Start of Data records

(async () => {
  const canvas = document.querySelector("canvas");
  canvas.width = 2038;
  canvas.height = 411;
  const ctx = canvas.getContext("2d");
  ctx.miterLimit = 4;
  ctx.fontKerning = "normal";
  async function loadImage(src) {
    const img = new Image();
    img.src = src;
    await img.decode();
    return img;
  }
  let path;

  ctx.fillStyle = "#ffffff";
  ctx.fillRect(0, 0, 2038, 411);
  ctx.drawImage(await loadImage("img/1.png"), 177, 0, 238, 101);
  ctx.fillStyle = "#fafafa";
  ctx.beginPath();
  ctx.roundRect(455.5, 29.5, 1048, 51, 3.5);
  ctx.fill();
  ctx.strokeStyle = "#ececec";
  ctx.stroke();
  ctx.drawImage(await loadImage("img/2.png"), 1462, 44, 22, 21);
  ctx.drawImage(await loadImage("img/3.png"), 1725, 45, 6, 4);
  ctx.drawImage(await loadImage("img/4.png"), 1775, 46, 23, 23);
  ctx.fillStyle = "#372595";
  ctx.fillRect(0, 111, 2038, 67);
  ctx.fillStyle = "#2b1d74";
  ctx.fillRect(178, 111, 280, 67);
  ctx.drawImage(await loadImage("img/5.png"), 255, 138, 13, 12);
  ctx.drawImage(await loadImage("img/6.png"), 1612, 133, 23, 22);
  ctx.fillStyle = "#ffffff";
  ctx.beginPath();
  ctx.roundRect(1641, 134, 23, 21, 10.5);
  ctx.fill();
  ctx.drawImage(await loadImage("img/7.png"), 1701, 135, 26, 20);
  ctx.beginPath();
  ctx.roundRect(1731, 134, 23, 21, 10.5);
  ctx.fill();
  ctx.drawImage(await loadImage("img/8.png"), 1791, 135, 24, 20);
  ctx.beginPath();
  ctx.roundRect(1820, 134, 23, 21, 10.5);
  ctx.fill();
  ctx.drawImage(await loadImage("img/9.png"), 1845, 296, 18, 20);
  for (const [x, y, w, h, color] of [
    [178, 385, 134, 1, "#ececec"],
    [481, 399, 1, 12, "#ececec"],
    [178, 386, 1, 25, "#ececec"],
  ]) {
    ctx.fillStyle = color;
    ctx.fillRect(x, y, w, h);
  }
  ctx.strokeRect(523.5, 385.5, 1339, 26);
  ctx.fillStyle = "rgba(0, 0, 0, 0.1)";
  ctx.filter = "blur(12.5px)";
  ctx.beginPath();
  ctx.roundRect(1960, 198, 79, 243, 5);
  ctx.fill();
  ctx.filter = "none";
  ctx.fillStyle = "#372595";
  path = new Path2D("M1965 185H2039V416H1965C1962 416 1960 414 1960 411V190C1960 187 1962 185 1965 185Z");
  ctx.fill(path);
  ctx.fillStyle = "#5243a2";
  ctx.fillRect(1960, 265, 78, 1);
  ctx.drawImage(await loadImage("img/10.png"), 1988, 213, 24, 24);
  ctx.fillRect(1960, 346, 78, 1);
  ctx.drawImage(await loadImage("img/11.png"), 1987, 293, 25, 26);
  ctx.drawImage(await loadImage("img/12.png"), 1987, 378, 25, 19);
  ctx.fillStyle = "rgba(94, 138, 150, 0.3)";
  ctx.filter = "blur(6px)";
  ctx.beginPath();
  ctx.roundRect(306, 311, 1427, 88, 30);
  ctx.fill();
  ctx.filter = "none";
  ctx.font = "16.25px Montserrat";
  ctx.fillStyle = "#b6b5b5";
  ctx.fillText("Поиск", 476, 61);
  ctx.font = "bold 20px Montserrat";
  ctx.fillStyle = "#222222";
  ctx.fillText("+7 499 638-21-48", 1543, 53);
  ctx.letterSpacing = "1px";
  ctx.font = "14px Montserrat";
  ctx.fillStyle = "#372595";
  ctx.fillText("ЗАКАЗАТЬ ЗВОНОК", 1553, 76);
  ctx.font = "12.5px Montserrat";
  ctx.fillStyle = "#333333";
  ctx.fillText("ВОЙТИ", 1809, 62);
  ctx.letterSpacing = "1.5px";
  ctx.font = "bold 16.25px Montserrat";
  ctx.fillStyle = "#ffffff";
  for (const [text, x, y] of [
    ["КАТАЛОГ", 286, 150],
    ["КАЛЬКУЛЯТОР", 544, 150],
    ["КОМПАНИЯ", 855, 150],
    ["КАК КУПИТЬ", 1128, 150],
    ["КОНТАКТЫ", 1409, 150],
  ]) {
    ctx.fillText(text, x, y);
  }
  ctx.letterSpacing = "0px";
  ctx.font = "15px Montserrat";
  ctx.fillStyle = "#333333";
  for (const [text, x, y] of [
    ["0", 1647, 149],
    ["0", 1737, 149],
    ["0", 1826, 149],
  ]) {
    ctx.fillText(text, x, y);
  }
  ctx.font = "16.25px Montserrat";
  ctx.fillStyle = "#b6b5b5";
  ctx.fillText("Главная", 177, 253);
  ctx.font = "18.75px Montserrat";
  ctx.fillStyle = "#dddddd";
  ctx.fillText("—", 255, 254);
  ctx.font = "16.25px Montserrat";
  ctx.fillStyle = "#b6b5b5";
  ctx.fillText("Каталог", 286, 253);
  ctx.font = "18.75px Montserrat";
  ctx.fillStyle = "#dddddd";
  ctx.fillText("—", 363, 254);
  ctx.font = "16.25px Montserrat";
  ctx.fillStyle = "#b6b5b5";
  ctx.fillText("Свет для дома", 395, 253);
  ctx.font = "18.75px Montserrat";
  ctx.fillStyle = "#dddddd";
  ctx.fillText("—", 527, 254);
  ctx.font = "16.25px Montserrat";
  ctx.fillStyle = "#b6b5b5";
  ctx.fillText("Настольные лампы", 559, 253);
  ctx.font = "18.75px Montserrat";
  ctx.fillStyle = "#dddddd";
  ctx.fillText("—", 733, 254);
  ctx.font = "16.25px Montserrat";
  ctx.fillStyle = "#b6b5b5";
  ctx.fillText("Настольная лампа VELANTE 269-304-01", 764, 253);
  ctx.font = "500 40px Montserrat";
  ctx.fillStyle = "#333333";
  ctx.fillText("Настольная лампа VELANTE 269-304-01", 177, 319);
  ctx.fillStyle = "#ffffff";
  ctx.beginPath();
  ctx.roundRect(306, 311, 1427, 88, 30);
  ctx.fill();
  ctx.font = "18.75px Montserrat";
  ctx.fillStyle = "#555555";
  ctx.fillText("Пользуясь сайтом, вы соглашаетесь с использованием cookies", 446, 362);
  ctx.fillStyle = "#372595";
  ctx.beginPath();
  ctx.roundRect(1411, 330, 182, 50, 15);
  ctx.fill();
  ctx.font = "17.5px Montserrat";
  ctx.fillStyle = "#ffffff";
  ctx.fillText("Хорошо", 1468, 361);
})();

End of Data records

_Exercise goal:_ Would you please repeat exactly the lines above, starting at the line with "canvas.width = 2038;" and stopping at the line with "ctx.fillRect(178, 111, 280, 67);", both included?

_Completed task:_
  canvas.width = 2038;
  canvas.height = 411;
  const ctx = canvas.getContext("2d");
  ctx.miterLimit = 4;
  ctx.fontKerning = "normal";
  async function loadImage(src) {
    const img = new Image();
    img.src = src;
    await img.decode();
    return img;
  }
  let path;

  ctx.fillStyle = "#ffffff";
  ctx.fillRect(0, 0, 2038, 411);
  ctx.drawImage(await loadImage("img/1.png"), 177, 0, 238, 101);
  ctx.fillStyle = "#fafafa";
  ctx.beginPath();
  ctx.roundRect(455.5, 29.5, 1048, 51, 3.5);
  ctx.fill();
  ctx.strokeStyle = "#ececec";
  ctx.stroke();
  ctx.drawImage(await loadImage("img/2.png"), 1462, 44, 22, 21);
  ctx.drawImage(await loadImage("img/3.png"), 1725, 45, 6, 4);
  ctx.drawImage(await loadImage("img/4.png"), 1775, 46, 23, 23);
  ctx.fillStyle = "#372595";
  ctx.fillRect(0, 111, 2038, 67);
  ctx.fillStyle = "#2b1d74";
  ctx.fillRect(178, 111, 280, 67);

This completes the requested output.